In an article titled “Taking Measure of Biofuel Limits” published in the “American Scientist,” the magazine of Sigma Xi, The Scientific Research Society, he said, “before nations pin big hopes on biofuels, they must face some stark realities, however. Crop physiology research has documented multiple limits to plant production on Earth. To ramp up biofuel crop production, growers must adapt to those limits or find ways around them.”
Professor Sinclair who is a visiting professor in agronomy at the University of Florida and an adjunct professor in crop science at North Carolina State University was also raised on a farm in Indiana.
He writes “in a justified rush to cut fossil fuel consumption, some nations are embracing
biofuels as a petroleum alternative at the gas pump. Using sugarcane, Brazil already produces 24.5 billion liters of ethanol a year to fuel car and truck engines.”
“In the United States, annual ethanol production has reached 40 billion liters, or 10 billion gallons. The U.S. Energy Independence and Security Act calls for 144 billion liters of ethanol per year in the U.S. transportation fuel pool by 2022. That equals 25 percent of U.S. gasoline consumption today. No more than about 40 percent is to be produced with maize, an important food and export crop. Non-grain feedstock is supposed to supply the rest,” he added.
In Professor Sinclair’s view there are no means by which humans could bypass the limits of crop production, arguing that “such advances may not be as simple as some predict. Plants and their evolutionary ancestors had hundreds of millions of years to optimize their biological machinery. If further improvements were easy, they would probably already exist.”
He insists that no matter what techniques are developed to expand biofuel feedstock, some basic physical and physiological limitations will still apply.
“Plants cannot be grown without three crucial resource inputs: light, water and nitrogen. Each of those inputs will be needed in substantial quantities, yet their availability in the field is limited. As important, so far plants make use of those resources only at established rates,” he says.
He further states that no matter what techniques are developed to expand biofuel feedstock, plants cannot be grown without three crucial resource inputs: light, water and nitrogen. Each of those inputs will be needed in substantial quantities, yet their availability in the field is limited. As important, so far plants make use of those resources only at established rates. In fact, the close relationship between the available amounts of these resources and the amount of plant mass they can produce—not human demand—will determine how much biofuel the world can produce.

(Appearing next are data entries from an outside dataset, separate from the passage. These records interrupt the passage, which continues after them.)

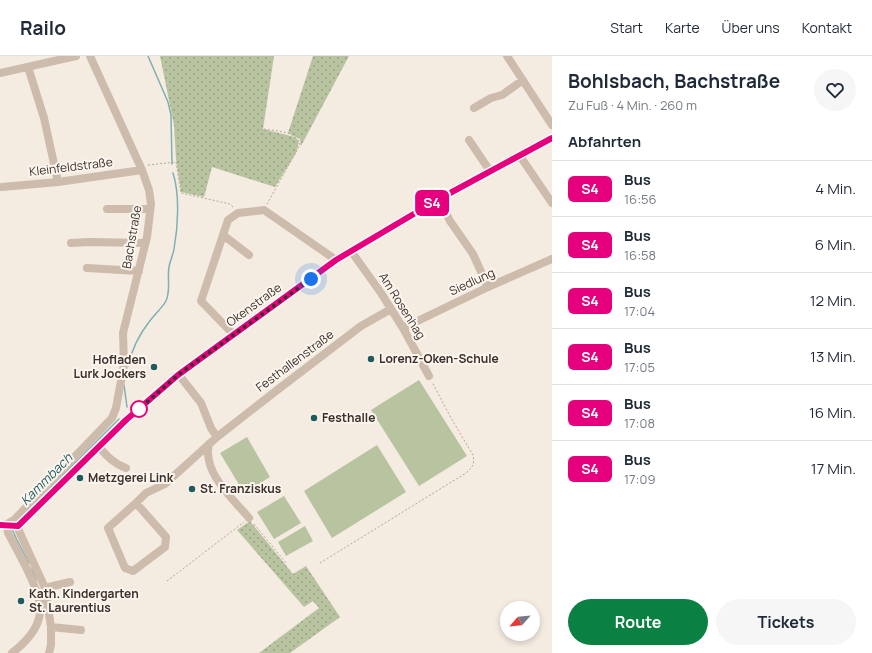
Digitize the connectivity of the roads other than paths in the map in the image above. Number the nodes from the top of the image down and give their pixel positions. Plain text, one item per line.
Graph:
1 (76, 56) edge
2 (92, 56) edge
3 (507, 56) edge
4 (28, 67) junction
5 (0, 73) edge
6 (523, 80) junction
7 (474, 108) dead end
8 (552, 125) edge
9 (552, 138) edge
10 (469, 140) dead end
11 (520, 156) junction
12 (141, 168) junction
13 (490, 171) junction
14 (58, 182) junction
15 (2, 187) dead end
16 (439, 199) junction
17 (552, 203) edge
18 (107, 209) dead end
19 (150, 209) junction
20 (223, 235) junction
21 (70, 243) dead end
22 (145, 243) junction
23 (351, 251) junction
24 (249, 255) dead end
25 (552, 259) edge
26 (336, 260) junction
27 (87, 268) dead end
28 (139, 271) junction
29 (488, 287) junction
30 (391, 309) junction
31 (403, 328) junction
32 (234, 335) junction
33 (178, 375) junction
34 (429, 376) road end
35 (116, 408) junction
36 (126, 420) junction
37 (217, 437) junction
38 (209, 444) junction
39 (99, 447) junction
40 (126, 468) dead end
41 (136, 503) junction
42 (249, 518) road end
43 (9, 525) edge
44 (70, 582) dead end
45 (45, 588) junction
46 (51, 627) junction
47 (81, 630) dead end
48 (12, 653) edge
49 (49, 653) edge

1 - 4 street
2 - 12 street, Bachstraße
3 - 6 street
4 - 5 street
4 - 14 street
6 - 7 street
6 - 8 street
9 - 11 street, Okenstraße
10 - 13 street
11 - 13 street, Okenstraße
11 - 17 street
12 - 14 street, Kleinfeldstraße
12 - 19 street, Bachstraße
13 - 16 street, Okenstraße
14 - 15 street, Kleinfeldstraße
16 - 23 street, Okenstraße
16 - 29 street
18 - 19 street
19 - 22 street, Bachstraße
20 - 24 street
20 - 26 street
20 - 32 street
21 - 22 street
22 - 28 street, Bachstraße
23 - 26 street, Okenstraße
23 - 30 street, Am Rosenhag
25 - 29 street, Siedlung
26 - 32 street, Okenstraße
27 - 28 street
28 - 35 street, Bachstraße
29 - 31 street, Siedlung
30 - 31 street, Am Rosenhag
30 - 37 street, Festhallenstraße
31 - 34 street, Am Rosenhag
32 - 33 street, Okenstraße
33 - 36 street, Okenstraße
33 - 37 street
35 - 36 street
35 - 43 street, Bachstraße
36 - 39 street, Okenstraße
37 - 38 street, Festhallenstraße
38 - 41 street, Festhallenstraße
38 - 42 street
39 - 40 street
39 - 43 street, Okenstraße
41 - 41 street, Festhallenstraße
43 - 45 street
43 - 48 street
44 - 45 street
45 - 46 street
46 - 47 street
46 - 49 street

Citing the US as an example he writes, “light, water and nitrogen will be essential for growing biofuel feedstocks. The availability of these resources will be critical to achieving ethanol production goals set by the U.S. Energy and Security Act. Even if the current increase in maize yield can be sustained at 0.1 tonne per hectare per year, the equivalent of 40 percent of today’s U.S. maize crop will be required for ethanol production while other domestic and export demands for maize also must be met.”
Professor Sinclair is emphatic that identifying land area for cellulosic plant production will be even more challenging. Depending on the efficiency of ethanol production from cellulosic feedstock, somewhere between 25 and 50 million hectares of new land must be brought into high and sustainable agricultural production to achieve the required yields.
“Since this land-use conversion would need to take place roughly over a decade, it would be the most extensive and rapid land transformation in U.S. history,” he says.
To complicate matters, land used for cellulosic feedstock must be in regions with sufficient rainfall to achieve needed yields. The amount of water transpired by those crops could be large enough to influence the hydrologic balance of farming regions. An unanswered question is whether stream and aquifer flows from these areas would also remain adequate to meet all local freshwater needs, he writes.
Professor Sinclair’s arguments obviously are worth looking at by biofuel advocates. Besides, it also calls for a critical and objective look in view of the fact that biofuels are competing for scarce land for food cultivation in the face of a global food crisis.